As a commuter bike doing mainly town riding, the tech is there. Range is ample enough to get to work and back and charge overnight (~200 mile low speed town riding / ~100 mile hooning it fast roads). Though I’m intrigued what range is like in freezing winter temps with heated gear plugged in… Though the 5 year warranty on batteries is also reassuring, I would be concerned about being noticed on busy London roads on a silent bike.

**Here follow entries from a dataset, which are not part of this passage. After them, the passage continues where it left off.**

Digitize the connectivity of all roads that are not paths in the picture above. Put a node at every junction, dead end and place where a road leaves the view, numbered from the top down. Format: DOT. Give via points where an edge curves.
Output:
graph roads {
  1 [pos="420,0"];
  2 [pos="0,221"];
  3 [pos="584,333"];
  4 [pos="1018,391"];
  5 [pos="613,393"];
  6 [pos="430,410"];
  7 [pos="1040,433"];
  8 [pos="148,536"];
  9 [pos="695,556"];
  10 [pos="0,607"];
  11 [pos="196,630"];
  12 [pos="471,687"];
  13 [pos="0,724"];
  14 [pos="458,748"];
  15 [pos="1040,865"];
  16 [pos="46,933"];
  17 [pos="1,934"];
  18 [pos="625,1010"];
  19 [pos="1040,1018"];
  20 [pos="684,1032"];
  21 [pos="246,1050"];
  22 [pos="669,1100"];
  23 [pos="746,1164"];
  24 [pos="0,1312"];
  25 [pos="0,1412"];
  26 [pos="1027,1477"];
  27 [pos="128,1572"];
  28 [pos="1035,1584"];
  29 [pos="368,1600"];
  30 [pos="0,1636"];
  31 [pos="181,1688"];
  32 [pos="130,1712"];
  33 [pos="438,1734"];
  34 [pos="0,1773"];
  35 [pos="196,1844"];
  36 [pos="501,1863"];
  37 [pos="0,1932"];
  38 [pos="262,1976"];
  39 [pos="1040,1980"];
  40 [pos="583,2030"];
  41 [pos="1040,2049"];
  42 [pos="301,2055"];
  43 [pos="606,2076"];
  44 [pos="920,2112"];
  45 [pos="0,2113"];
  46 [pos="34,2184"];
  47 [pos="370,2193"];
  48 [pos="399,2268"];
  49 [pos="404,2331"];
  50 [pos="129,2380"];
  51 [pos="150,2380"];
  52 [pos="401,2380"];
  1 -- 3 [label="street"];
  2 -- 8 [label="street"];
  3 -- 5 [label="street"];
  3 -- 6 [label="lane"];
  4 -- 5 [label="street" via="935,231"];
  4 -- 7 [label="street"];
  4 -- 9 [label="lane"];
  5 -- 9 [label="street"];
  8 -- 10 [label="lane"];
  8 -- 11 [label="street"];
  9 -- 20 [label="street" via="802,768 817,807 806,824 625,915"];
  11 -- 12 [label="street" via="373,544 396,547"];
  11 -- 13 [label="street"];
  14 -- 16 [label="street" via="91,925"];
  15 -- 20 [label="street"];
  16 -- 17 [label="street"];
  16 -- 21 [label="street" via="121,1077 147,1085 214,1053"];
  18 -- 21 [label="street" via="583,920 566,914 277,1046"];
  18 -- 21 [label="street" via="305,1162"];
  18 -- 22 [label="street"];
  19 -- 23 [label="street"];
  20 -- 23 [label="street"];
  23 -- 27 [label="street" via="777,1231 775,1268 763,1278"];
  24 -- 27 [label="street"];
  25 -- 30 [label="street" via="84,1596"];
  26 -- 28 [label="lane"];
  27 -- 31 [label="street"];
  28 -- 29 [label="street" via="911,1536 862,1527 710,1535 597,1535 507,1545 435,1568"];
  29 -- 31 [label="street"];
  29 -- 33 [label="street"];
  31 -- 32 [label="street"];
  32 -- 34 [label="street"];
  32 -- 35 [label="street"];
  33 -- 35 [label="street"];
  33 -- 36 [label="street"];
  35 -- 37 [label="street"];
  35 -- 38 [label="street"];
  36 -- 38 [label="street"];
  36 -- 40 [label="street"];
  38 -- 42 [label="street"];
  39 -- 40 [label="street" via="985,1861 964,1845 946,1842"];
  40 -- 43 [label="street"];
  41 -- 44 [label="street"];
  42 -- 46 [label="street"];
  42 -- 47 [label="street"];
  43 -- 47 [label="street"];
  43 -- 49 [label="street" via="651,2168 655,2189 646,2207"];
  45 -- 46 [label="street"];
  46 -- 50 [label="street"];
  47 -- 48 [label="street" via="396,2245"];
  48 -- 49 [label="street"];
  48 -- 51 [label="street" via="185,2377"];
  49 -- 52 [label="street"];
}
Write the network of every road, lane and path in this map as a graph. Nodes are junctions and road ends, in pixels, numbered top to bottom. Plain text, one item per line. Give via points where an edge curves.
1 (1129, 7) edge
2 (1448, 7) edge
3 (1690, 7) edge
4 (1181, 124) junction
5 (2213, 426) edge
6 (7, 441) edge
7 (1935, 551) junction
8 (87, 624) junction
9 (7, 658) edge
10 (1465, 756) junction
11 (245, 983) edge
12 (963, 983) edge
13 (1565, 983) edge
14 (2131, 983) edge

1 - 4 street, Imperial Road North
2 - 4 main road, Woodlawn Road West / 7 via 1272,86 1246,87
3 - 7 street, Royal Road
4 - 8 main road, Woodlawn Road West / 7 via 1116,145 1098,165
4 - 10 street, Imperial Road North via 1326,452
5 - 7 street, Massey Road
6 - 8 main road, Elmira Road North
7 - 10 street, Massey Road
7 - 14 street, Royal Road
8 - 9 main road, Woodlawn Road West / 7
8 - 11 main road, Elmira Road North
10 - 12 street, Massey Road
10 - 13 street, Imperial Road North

As a weekend or longer distance touring bike, it just doesn’t cut it. Not enough range at high speed, and too long to charge (~ 2hrs odd if you spend an extra £2k+ on fast 6kW charger option, ~9hrs with default 13 amp kettle lead). You’re gonna have to say bye to all your friends mid ride out, and that trip up North to see family now needs a 2 hour pitstop. :frowning:

The other big blocker is price. £11.5k for the dinky S, £15k for the SR/F. Plus £2.5k ish for a slot in fast charger and/or extra bit of battery to go in fake tank. £17-18k can buy you a hell of a lot of petrol bike. Though, insurance quotes for a £17.5k SR/F in Dagenham are interesting - only two show up for me on MCNCompare, Lexham at £650 and MCE at £1k, but only £50 excess. I’ve never seen an MCE quote with less than a grand excess!

The other interesting thing I noticed when browsing the Zero catalogue, you can buy a parking brake at £690. Because you canna shove it in gear to stop it rolling down a hill… Doh!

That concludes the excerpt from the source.